FDA accepts Genocea Biosciences GEN-011 IND application.
Genocea Biosciences recently announced that the U.S. Food and Drug Administration (FDA) has accepted the company’s Investigational New Drug (IND) Application for GEN-011, an adoptive T cell therapy targeting neoantigens and designed to improve upon the limitations of TIL and TCR therapies.
The IND allows Genocea to initiate a Phase 1/2a clinical study of GEN-011 in patients who have failed standard-of-care checkpoint inhibitor therapy. The trial will evaluate safety, T cell proliferation and persistence as well as clinical activity.
Genocea plans to enroll up to 24 patients across several tumor types in the Phase 1/2 trial and will be divided in batches. In one batch, patients will receive multiple low doses of GEN-011 with low-dose IL-2 and without lymphodepletion. In the other batch, patients will receive a single GEN-011 dose after lymphodepletion and a high dose of IL-2.
FDA Grants Fast Track Designation to Precision Biosciences’ CAR T-cell Therapy.
The U.S. Food and Drug Administration (FDA) has granted fast track designation to PBCAR269A, Precision BioSciences‘ donor-derived CAR T-cell therapy for the treatment of relapsed or refractory multiple myeloma.
The grant will help facilitate the development and accelerate the review, of new medications that aim to treat serious conditions and fill an unmet medical need. It is given the potential for accelerated approval and priority review.

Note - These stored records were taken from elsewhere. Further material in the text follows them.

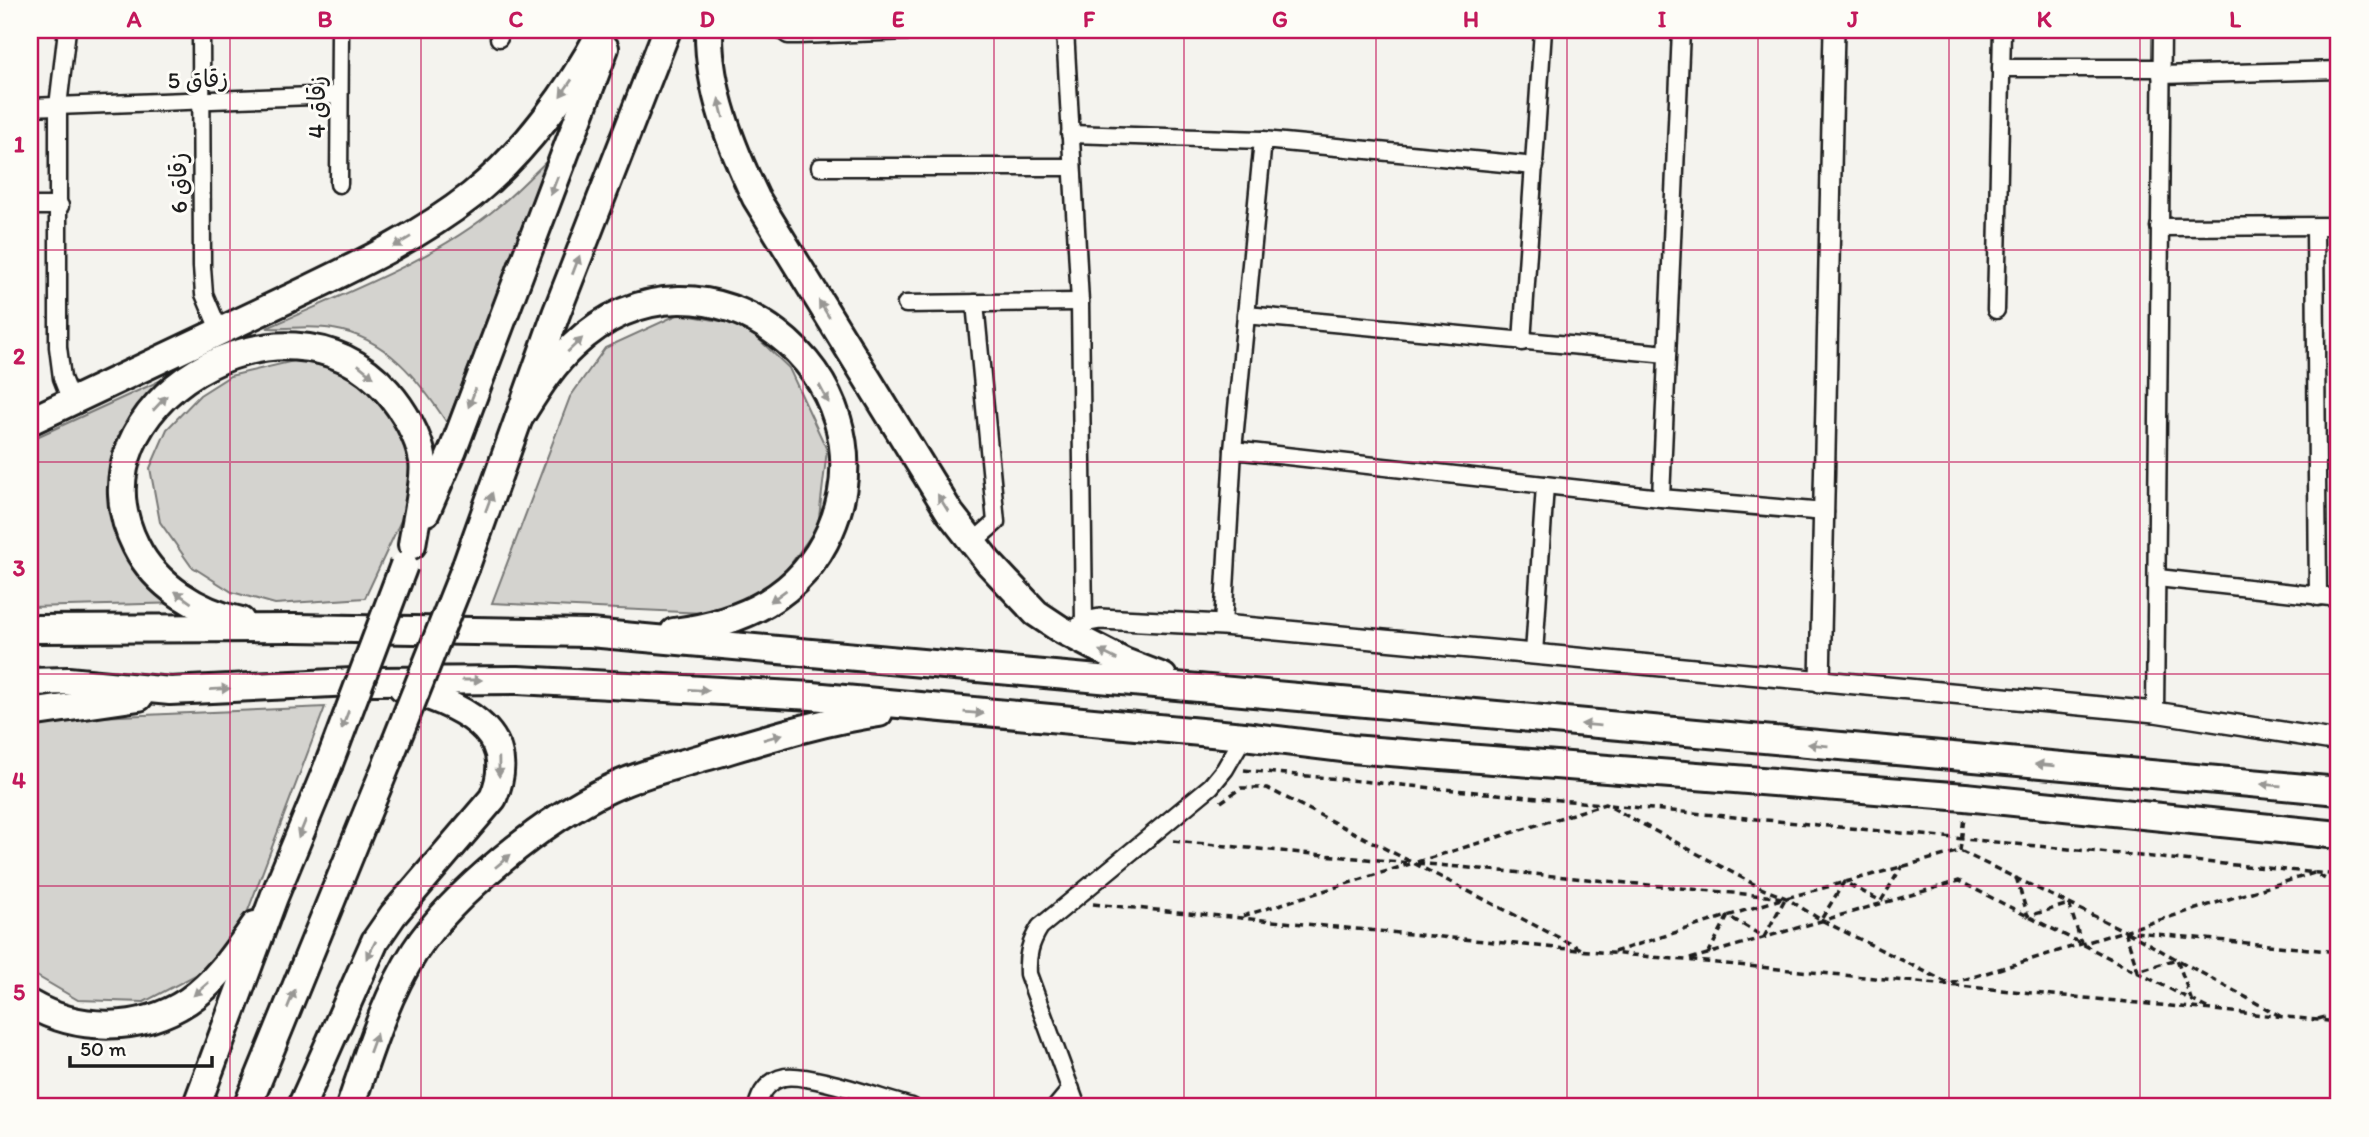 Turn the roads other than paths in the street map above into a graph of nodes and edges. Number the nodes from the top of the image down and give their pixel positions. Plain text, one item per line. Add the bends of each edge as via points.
1 (67, 30) edge
2 (201, 30) edge
3 (340, 30) edge
4 (602, 30) edge
5 (611, 30) edge
6 (667, 30) edge
7 (709, 30) edge
8 (781, 30) edge
9 (939, 30) edge
10 (1065, 30) edge
11 (1542, 30) edge
12 (1681, 30) edge
13 (1833, 30) edge
14 (2002, 30) edge
15 (2162, 30) edge
16 (874, 31) edge
17 (2001, 68) junction
18 (2339, 70) edge
19 (2161, 72) junction
20 (339, 95) junction
21 (200, 102) junction
22 (58, 106) junction
23 (30, 107) edge
24 (1070, 134) junction
25 (1263, 140) junction
26 (1535, 166) junction
27 (820, 167) dead end
28 (1071, 167) junction
29 (339, 184) dead end
30 (60, 205) junction
31 (30, 206) edge
32 (2339, 226) edge
33 (2315, 227) junction
34 (2159, 228) junction
35 (1080, 302) junction
36 (975, 303) junction
37 (906, 304) dead end
38 (1996, 310) dead end
39 (1246, 315) junction
40 (220, 332) junction
41 (1522, 342) junction
42 (1667, 354) junction
43 (71, 401) junction
44 (519, 418) junction
45 (30, 421) edge
46 (1233, 450) junction
47 (1545, 485) junction
48 (1661, 498) junction
49 (1825, 512) junction
50 (972, 542) junction
51 (408, 555) junction
52 (2158, 578) junction
53 (2318, 597) junction
54 (2339, 598) edge
55 (1223, 625) junction
56 (295, 628) junction
57 (30, 629) edge
58 (1078, 629) junction
59 (590, 633) junction
60 (1534, 654) junction
61 (373, 681) junction
62 (30, 682) edge
63 (1820, 682) junction
64 (170, 691) junction
65 (1244, 694) junction
66 (939, 710) junction
67 (2155, 712) junction
68 (30, 713) edge
69 (1244, 736) junction
70 (2339, 741) edge
71 (2339, 792) edge
72 (2339, 835) edge
73 (274, 897) junction
74 (30, 1004) edge
75 (1071, 1089) junction
76 (196, 1107) edge
77 (247, 1107) edge
78 (301, 1107) edge
79 (350, 1107) edge
80 (757, 1107) edge
81 (912, 1107) edge
82 (1056, 1107) edge
83 (1077, 1107) edge

1 - 22 street
2 - 21 street, زقاق 6
3 - 20 street, زقاق 4
4 -> 40 highway via 541,122 473,194 390,249
5 -> 51 highway via 453,450
44 -> 6 highway
50 -> 7 highway via 757,198 721,111
8 - 16 street via 788,35
9 - 16 street
10 - 24 street
11 - 26 street
12 - 42 street
13 - 49 street
14 - 17 street
15 - 19 street
17 - 19 street
17 - 38 street
18 - 19 street
19 - 34 street
20 - 21 street, زقاق 5
20 - 29 street, زقاق 4
21 - 22 street, زقاق 5
21 - 40 street, زقاق 6 via 204,294
22 - 23 street, زقاق 5
22 - 30 street
24 - 25 street
24 - 28 street
25 - 26 street
25 - 39 street
26 - 41 street
27 - 28 street
28 - 35 street
30 - 31 street
30 - 43 street via 59,362
32 - 33 street
33 - 34 street
33 - 53 street
34 - 52 street
35 - 36 street
35 - 58 street
36 - 37 street
36 - 50 street via 996,522
39 - 41 street
39 - 46 street
40 - 43 highway
41 - 42 street
42 - 48 street
43 - 45 highway
44 -> 59 highway via 552,369 595,328 637,306 695,299 724,304 773,328 813,373 837,423 844,447 843,497 826,540 799,580 756,611 732,620 672,633
77 -> 44 highway, bridge via 466,566
46 - 47 street
46 - 55 street
47 - 48 street
47 - 60 street
48 - 49 street
49 - 63 street
50 - 58 highway via 1036,613
56 -> 51 highway via 232,619 194,604 157,575 127,529 121,478 128,448 145,420 188,378 231,357 271,346 327,349 357,363 397,403 424,462
51 -> 73 highway, bridge
52 - 53 street
52 - 67 street
53 - 54 street
55 - 58 street via 1100,619
55 - 60 street
56 - 57 highway
56 - 59 highway
65 -> 58 highway via 1148,672
59 - 65 highway
60 - 63 street
64 -> 61 highway
61 -> 66 highway via 517,680 812,696
61 -> 78 highway via 469,713 495,744 500,778 493,798 375,941
62 - 64 highway via 96,682
63 - 67 street
64 - 68 highway
71 -> 65 highway
66 -> 69 highway
79 -> 66 highway via 394,992 428,933 470,890 557,818 641,776 776,736 853,717
67 - 70 street
69 - 72 highway via 1351,749 1965,797
69 - 75 street via 1225,769 1195,801 1040,927 1031,941 1028,974
73 -> 74 highway via 210,982 165,1013 125,1024 86,1023
73 - 76 highway
75 - 82 street
75 - 83 street
80 - 81 street via 771,1084 793,1077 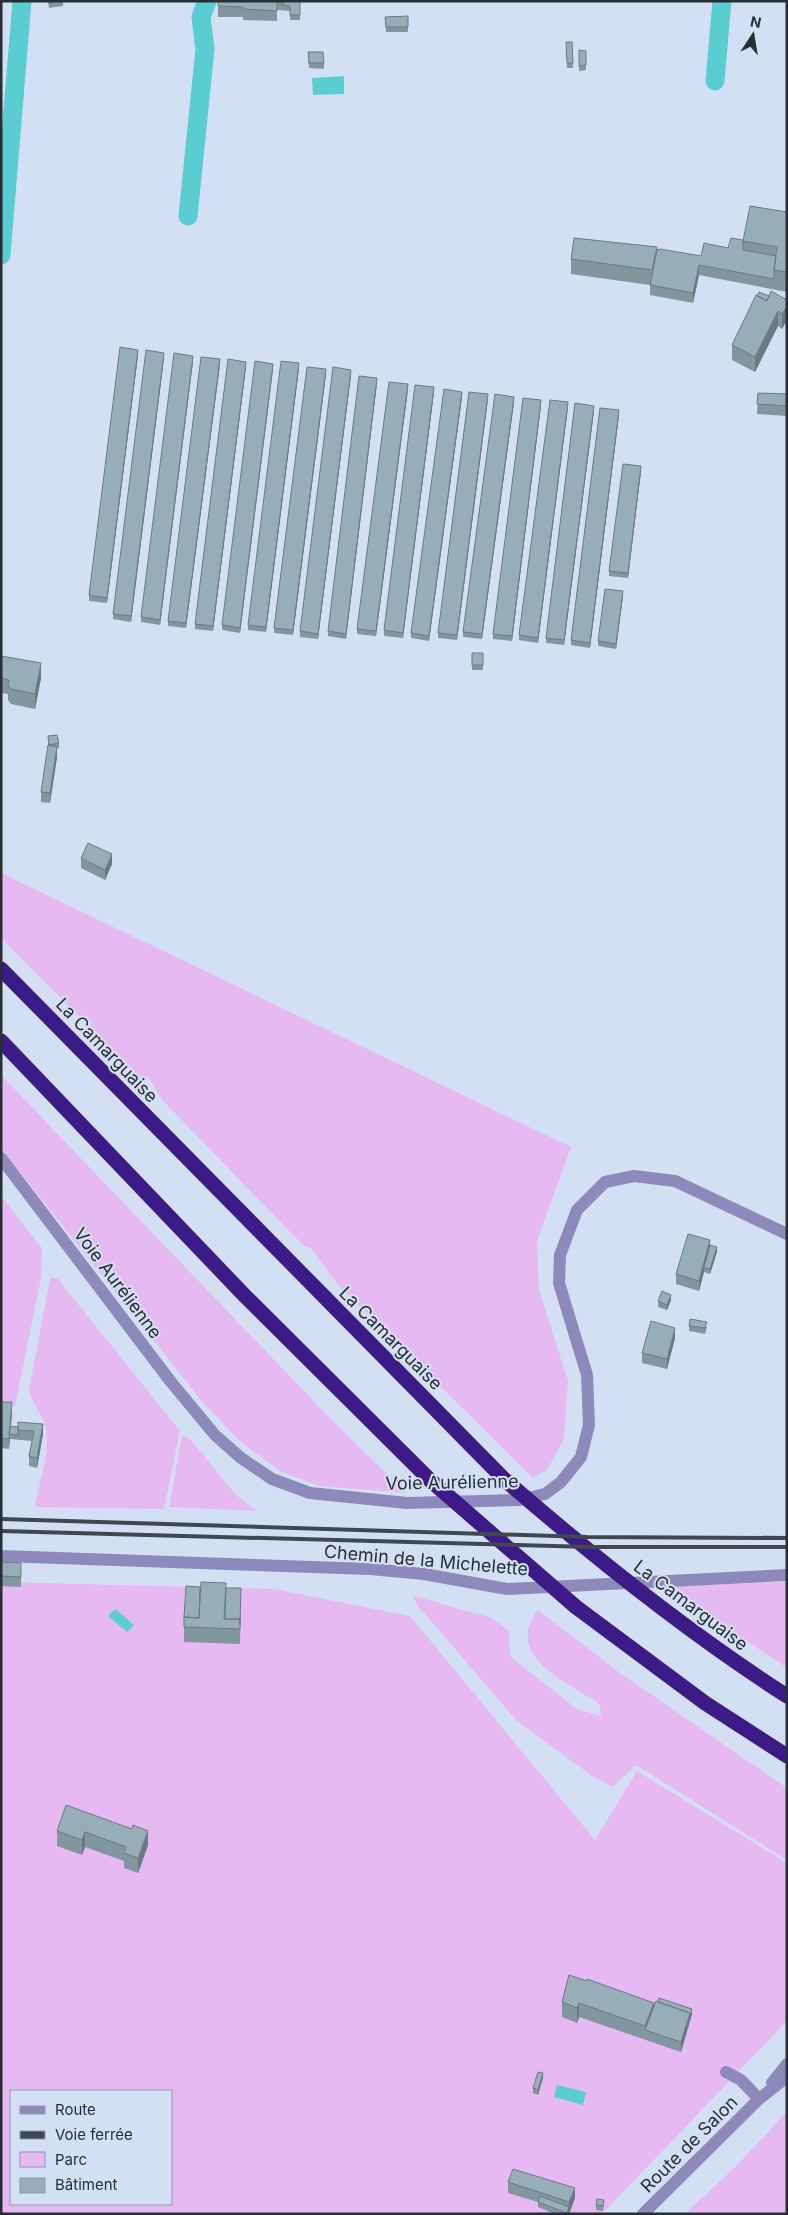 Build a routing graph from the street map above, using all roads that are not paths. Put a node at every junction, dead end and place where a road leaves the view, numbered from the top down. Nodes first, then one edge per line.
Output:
1 (1, 969) edge
2 (1, 1042) edge
3 (1, 1158) edge
4 (787, 1234) edge
5 (1, 1556) edge
6 (787, 1575) edge
7 (787, 1696) edge
8 (787, 1756) edge
9 (787, 2064) edge
10 (726, 2072) dead end
11 (787, 2077) edge
12 (760, 2099) junction
13 (643, 2214) edge

1 - 7 highway, La Camarguaise
2 - 8 highway
3 - 4 street, Voie Aurélienne
5 - 6 street, Chemin de la Michelette
9 - 12 street, Route de Salon
10 - 12 street
11 - 12 street, Route de Salon
12 - 13 street, Route de Salon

PBCAR269A is an allogeneic, or donor-derived CAR T-cell therapy that uses T-cells from healthy donors, allowing for the production of an “off-the-shelf” treatment that may potentially be used in numerous patients. Moreover, a donor-derived CAR T-cell therapy could reduce the costs of the treatment.
Pfizer and Vivet Therapeutics enter into a manufacturing deal for treatment of Wilson Disease.
Vivet Therapeutics and Pfizer recently announced that they have entered into a manufacturing agreement, under which Pfizer will provide clinical supply for a Phase 1/2 clinical trial evaluating Vivet’s proprietary, investigational gene therapy, VTX-801, for the potential treatment of Wilson disease, a rare and potentially life-threatening liver disorder.
The trial is expected to begin in early 2021 and no other terms of the agreement were disclosed.
The Phase 1/2 clinical supply for VTX-801 is reported to be manufactured in Pfizer’s facility in North Carolina.
Back in March 2019, Pfizer acquired a minority equity interest in Vivet Therapeutics and secured an exclusive option to acquire all outstanding shares. It was also reported that they would collaborate on the development of VTX-801, for which an Investigational New Drug (IND) application is planned to be sent to the U.S. Food and Drug Administration (FDA) in 2020.